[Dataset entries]

== Segment start ==

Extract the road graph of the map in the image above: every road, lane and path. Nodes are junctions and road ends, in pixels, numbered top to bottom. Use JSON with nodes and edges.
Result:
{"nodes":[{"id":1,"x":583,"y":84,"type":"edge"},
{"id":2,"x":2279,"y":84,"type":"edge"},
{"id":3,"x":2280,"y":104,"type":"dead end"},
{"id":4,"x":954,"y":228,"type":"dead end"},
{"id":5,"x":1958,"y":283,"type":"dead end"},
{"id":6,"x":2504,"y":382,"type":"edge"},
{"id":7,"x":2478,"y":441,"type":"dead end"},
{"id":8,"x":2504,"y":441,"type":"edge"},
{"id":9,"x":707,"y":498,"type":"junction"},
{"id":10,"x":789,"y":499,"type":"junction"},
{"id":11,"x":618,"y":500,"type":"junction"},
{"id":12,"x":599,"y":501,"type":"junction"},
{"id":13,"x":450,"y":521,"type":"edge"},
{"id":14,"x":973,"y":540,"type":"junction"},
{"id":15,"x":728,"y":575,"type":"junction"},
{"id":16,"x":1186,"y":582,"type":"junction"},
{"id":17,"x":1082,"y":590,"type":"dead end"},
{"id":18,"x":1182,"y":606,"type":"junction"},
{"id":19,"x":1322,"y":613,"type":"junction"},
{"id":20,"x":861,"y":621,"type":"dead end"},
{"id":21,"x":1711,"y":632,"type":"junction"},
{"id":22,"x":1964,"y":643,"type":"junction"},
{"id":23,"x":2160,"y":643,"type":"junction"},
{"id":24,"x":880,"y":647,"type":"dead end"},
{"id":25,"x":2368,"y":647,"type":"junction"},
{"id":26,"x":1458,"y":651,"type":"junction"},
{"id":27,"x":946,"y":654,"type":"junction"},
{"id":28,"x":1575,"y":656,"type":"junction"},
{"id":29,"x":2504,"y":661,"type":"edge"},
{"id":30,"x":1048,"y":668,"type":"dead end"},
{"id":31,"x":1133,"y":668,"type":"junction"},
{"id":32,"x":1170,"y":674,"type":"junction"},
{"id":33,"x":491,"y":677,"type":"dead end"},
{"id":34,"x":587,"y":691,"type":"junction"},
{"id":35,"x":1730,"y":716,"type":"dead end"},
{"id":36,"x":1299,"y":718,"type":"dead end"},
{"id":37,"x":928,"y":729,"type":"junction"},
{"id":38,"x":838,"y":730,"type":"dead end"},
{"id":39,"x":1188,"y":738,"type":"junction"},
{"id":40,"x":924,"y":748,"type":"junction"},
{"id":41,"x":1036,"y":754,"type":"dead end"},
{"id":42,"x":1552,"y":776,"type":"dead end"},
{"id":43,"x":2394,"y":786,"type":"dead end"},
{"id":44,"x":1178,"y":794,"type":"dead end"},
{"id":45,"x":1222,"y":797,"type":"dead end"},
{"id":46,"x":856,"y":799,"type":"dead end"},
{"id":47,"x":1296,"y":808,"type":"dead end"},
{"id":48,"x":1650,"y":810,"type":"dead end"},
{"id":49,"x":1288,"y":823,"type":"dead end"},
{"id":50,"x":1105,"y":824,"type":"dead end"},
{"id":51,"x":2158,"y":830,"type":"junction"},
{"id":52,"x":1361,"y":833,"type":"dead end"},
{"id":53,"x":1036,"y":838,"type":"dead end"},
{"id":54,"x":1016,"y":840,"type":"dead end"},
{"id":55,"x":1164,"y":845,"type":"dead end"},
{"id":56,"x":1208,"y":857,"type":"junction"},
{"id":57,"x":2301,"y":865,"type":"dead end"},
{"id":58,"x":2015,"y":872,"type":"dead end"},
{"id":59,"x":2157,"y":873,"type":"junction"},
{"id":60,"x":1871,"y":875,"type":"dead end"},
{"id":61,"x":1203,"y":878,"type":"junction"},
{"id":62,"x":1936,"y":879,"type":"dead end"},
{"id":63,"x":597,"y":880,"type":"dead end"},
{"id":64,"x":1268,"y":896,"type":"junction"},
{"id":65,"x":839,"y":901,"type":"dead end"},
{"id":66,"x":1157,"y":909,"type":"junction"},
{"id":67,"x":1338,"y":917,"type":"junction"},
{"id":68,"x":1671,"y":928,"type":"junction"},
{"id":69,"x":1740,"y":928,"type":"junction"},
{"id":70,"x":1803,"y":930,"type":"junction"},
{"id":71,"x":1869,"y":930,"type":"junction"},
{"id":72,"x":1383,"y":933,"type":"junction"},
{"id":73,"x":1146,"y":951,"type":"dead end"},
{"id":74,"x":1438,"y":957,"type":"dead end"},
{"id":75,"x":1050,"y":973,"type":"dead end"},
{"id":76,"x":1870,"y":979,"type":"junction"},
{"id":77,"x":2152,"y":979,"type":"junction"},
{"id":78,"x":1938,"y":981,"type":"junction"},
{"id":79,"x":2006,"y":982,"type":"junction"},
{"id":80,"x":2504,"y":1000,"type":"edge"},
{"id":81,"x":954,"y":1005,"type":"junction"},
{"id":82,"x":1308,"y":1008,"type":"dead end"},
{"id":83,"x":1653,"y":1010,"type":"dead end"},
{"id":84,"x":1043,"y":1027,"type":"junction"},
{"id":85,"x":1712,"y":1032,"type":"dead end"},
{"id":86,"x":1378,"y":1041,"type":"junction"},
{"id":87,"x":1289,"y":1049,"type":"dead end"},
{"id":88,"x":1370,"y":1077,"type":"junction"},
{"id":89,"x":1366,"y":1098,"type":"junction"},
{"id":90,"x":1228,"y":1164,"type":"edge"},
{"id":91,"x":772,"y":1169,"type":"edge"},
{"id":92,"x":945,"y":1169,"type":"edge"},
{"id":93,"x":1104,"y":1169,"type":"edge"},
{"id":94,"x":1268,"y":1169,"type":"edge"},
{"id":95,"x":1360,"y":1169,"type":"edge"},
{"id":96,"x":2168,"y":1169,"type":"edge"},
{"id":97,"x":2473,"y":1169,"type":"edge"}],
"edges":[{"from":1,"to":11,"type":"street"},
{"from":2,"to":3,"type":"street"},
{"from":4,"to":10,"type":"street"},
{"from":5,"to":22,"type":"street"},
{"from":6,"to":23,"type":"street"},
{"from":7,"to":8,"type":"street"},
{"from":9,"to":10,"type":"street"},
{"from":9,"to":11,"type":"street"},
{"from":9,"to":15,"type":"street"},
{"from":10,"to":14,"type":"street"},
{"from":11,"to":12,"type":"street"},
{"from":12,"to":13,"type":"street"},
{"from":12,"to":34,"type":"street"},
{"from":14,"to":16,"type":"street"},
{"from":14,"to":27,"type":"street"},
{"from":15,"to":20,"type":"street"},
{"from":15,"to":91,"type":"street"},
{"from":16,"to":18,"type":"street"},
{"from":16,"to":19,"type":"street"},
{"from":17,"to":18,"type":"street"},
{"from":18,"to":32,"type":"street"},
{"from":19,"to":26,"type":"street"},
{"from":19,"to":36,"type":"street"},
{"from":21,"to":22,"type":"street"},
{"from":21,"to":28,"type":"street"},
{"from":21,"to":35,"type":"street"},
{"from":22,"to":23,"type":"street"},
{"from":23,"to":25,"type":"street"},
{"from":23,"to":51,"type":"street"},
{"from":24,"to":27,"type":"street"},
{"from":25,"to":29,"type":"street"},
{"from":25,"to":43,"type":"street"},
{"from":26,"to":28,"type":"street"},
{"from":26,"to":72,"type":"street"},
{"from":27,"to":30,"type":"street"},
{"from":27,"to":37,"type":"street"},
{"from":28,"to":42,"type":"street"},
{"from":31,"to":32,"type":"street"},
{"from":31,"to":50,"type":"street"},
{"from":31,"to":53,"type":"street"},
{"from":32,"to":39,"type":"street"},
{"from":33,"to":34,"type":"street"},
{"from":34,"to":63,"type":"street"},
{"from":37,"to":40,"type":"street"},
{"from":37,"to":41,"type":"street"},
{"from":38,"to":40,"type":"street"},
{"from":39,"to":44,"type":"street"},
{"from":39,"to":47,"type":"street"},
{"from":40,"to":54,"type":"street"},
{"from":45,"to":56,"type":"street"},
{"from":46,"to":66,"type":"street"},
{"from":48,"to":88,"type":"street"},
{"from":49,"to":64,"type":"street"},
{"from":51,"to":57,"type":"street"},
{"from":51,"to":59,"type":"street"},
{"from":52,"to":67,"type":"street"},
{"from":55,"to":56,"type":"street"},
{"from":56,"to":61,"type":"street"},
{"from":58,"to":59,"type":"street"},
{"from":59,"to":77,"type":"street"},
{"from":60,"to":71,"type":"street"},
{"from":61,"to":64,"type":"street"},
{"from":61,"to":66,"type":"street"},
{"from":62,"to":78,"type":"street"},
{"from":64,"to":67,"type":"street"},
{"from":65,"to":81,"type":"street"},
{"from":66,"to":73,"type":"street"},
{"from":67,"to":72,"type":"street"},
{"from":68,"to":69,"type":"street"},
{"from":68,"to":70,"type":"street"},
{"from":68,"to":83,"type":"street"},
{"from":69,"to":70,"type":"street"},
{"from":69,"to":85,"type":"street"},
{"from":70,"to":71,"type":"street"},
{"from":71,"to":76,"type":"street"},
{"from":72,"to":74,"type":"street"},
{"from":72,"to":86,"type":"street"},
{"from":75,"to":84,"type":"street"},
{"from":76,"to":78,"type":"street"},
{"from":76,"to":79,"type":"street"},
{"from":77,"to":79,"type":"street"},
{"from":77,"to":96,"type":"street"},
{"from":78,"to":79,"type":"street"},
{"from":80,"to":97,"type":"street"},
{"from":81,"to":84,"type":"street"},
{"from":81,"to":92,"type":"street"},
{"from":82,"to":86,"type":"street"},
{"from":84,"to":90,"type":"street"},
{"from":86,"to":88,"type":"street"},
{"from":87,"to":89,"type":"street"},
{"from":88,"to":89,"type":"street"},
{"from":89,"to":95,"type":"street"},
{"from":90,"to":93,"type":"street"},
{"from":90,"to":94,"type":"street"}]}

== Segment end ==

=== What the task requires ===
Pull out every line of the records above that contains the word "edges".

=== Exercise solution ===
Extract the road graph of the map in the image above: every road, lane and path. Nodes are junctions and road ends, in pixels, numbered top to bottom. Use JSON with nodes and edges.
"edges":[{"from":1,"to":11,"type":"street"},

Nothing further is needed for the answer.